● **WHAT IS REQUIRED**:
Return, word for word, the lines of the listing below from the one with "thumb cmc: (217, 301)" through the one with "ring tip: (304, 213)", and no other lines.

_ _ _

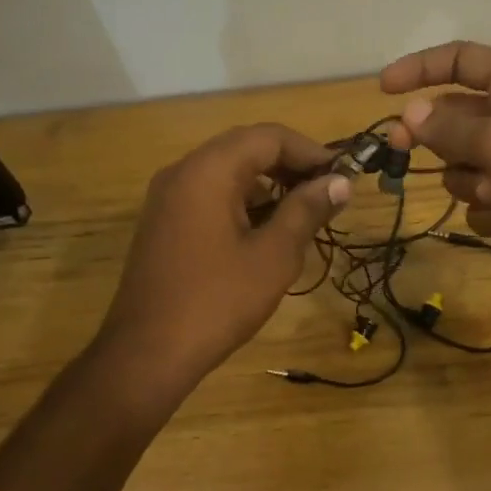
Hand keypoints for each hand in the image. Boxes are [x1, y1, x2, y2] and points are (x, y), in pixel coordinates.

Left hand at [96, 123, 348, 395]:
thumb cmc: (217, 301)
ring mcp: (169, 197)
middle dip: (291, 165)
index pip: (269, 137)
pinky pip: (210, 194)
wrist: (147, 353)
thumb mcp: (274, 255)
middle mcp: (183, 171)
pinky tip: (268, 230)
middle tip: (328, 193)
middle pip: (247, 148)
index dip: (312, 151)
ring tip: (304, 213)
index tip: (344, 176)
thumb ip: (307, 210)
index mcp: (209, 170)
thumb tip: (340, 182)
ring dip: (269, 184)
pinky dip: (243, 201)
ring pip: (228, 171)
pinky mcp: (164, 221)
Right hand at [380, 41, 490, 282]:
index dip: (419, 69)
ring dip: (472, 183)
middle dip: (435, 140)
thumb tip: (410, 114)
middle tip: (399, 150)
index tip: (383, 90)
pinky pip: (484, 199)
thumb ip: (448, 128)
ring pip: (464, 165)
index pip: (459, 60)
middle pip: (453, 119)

_ _ _

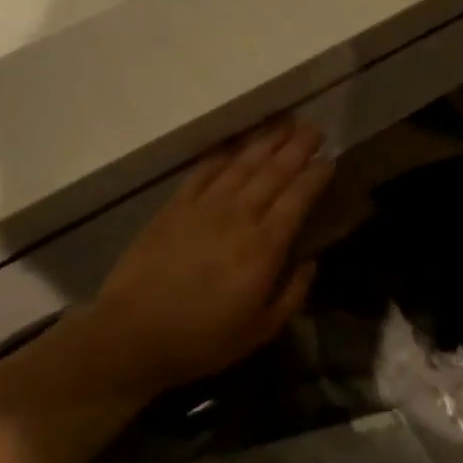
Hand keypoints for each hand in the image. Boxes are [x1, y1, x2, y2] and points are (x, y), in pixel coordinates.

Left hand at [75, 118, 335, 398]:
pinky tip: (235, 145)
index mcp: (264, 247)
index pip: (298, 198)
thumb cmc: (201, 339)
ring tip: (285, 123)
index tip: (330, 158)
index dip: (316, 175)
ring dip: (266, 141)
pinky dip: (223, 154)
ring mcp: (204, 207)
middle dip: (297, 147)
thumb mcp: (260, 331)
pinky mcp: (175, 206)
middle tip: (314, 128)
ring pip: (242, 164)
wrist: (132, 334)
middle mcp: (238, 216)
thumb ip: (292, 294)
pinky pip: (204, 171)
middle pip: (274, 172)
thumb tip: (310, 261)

_ _ _

● **WORKED SOLUTION**:
thumb cmc: (217, 301)
ring mcp: (169, 197)
middle dip: (291, 165)
index pip: (269, 137)
pinky pip: (210, 194)
wrist: (147, 353)
thumb mcp: (274, 255)
middle mcp: (183, 171)
pinky tip: (268, 230)
middle tip: (328, 193)
middle pip: (247, 148)
index dip: (312, 151)
ring tip: (304, 213)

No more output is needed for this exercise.